Cardioversion (Synchronized Defibrillation)

Cardioversion is the delivery of shock synchronized with the QRS complex. This synchronization prevents the delivered shock from falling on the refractory period of the cardiac cycle when the shock could produce ventricular fibrillation. The shock intensity used for a synchronized shock is less than that used for defibrillation.

Cardioversion can become a necessary procedure when drugs alone are unable to convert an arrhythmia into a normal heart rhythm. Cardioversion restores normal heart rate and rhythm, allowing the heart to pump more effectively.

Usemore common than cardioversion is to treat atrial fibrillation or atrial flutter in the hemodynamically unstable patient. Cardioversion can also be used to treat supraventricular or unstable ventricular tachycardias.

As the procedure is painful and worrying for the patient, a brief procedural analgo-sedation is required (fentanyl 1 mcg / kg followed by midazolam 1-2 mg every 2 min up to a maximum of 5 mg). Staff and tools must be present to ensure airway control.

Transcutaneous pacing

It is an electrical therapy of the heart carried out with the non-invasive stimulation technique (with mild procedural sedation) to restore an effective cardiac output in the course of hemodynamically significant bradi-arrhythmias.

12D ECG with tele-transmission is essential for reducing pre-coronary times in acute coronary syndromes.

Non-invasive hemodynamic monitoring during trauma helps in deciding which hospital is suitable for definitive treatment.

Bladder catheterization allows you to monitor diuresis.

US-guided pericardiocentesis, if available, can be used to stabilize cardiac tamponade shock.

Administration of fluids and drugs for volume control

EV access or Intraosseous access.

Traumatic emergencies:

In addition to the control of the airways and the stabilization of haemodynamic conditions in traumatized patients, correct immobilization and the precocious stop bleeding both external and internal, with ultrasound aid.

Immobilization techniques according to ATLS protocols:

x Extrication with KED

x Application of cervical collar

x Immobilization with spine board and spoon board

x Vacuum mattress

x Pelvic fracture stabilization with aids

x Stabilization of limb fractures

x Amputated limbs conservation kit

Techniques of stopping traumatic bleeding Tamponade of external hemorrhages of the limbs with Tourniquet. REBOA system (currently only experimental)

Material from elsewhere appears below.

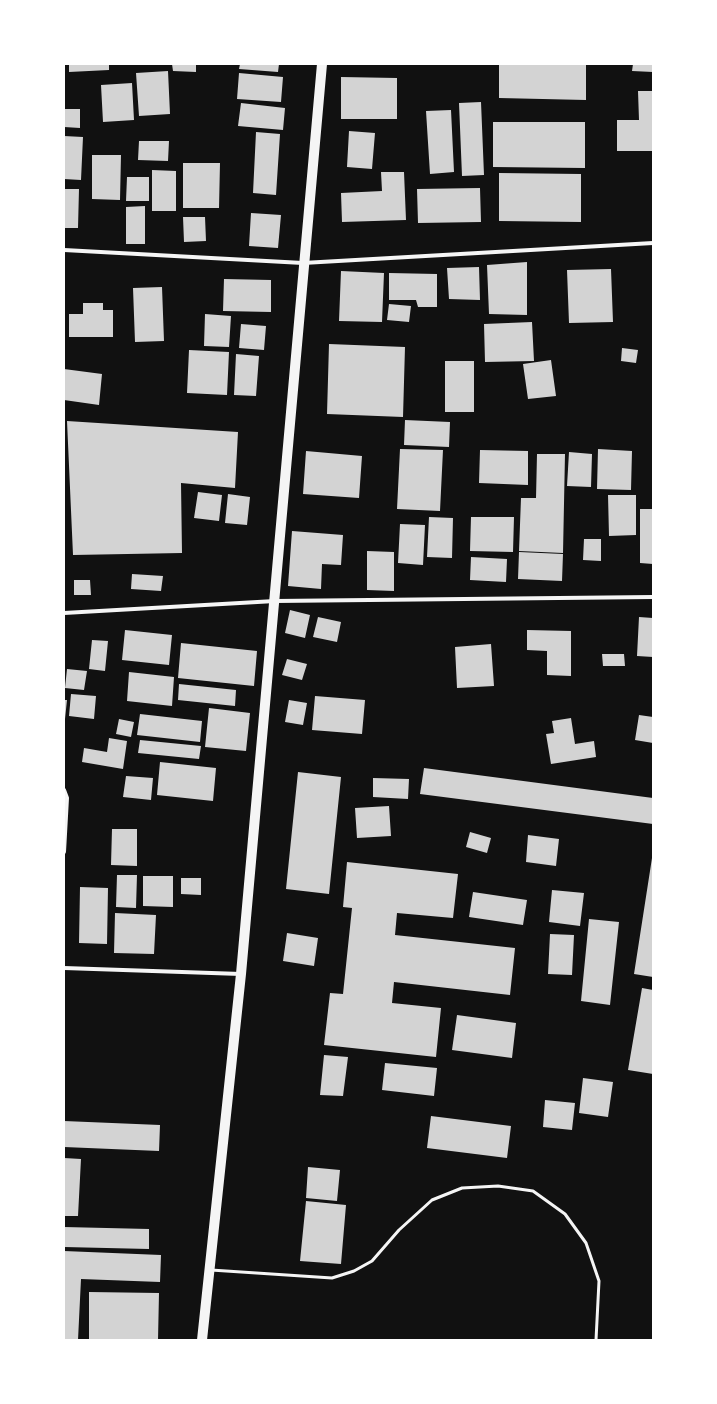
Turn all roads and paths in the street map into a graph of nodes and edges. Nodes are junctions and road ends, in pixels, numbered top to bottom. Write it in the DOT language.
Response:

E-FAST ultrasound. The main indication is represented by thoraco-abdominal trauma with diagnostic suspicion of haemoperitoneum, hemothorax, PNX and cardiac tamponade, not only for patients who have shown haemodynamic instability, but also for those who present situations of substantial stability.

Emergencies in Pregnancy:

Clamping and cutting of the umbilical cord not earlier than one minute after birth in term or premature babies who do not require CPR.

Poisoning and Infections:

CO detection in the event of a potentially dangerous scenario. Use of specific Personal Protective Equipment.

Maxi-Emergencies Major Events:

Advanced Medical Post for the selection and treatment of victims.

NBCR-E

Personal Protective Equipment supplied:

TYPE 3 EQUIPMENT

Tracksuitswhole ones equipped with incorporated hood and equipped with detachable gloves and boots but with liquid-tight connections, so that the garment can offer protection on the entire body from the continuous jet of aggressive chemical-biological agents in the liquid state. Type 3 equipment is made of airtight materials and is always shaped in such a way that it can be worn in conjunction with respiratory protective equipment.

TYPE 1 EQUIPMENT

one-piece suit capable of completely enveloping the operator wearing an open-cycle self-contained breathing apparatus.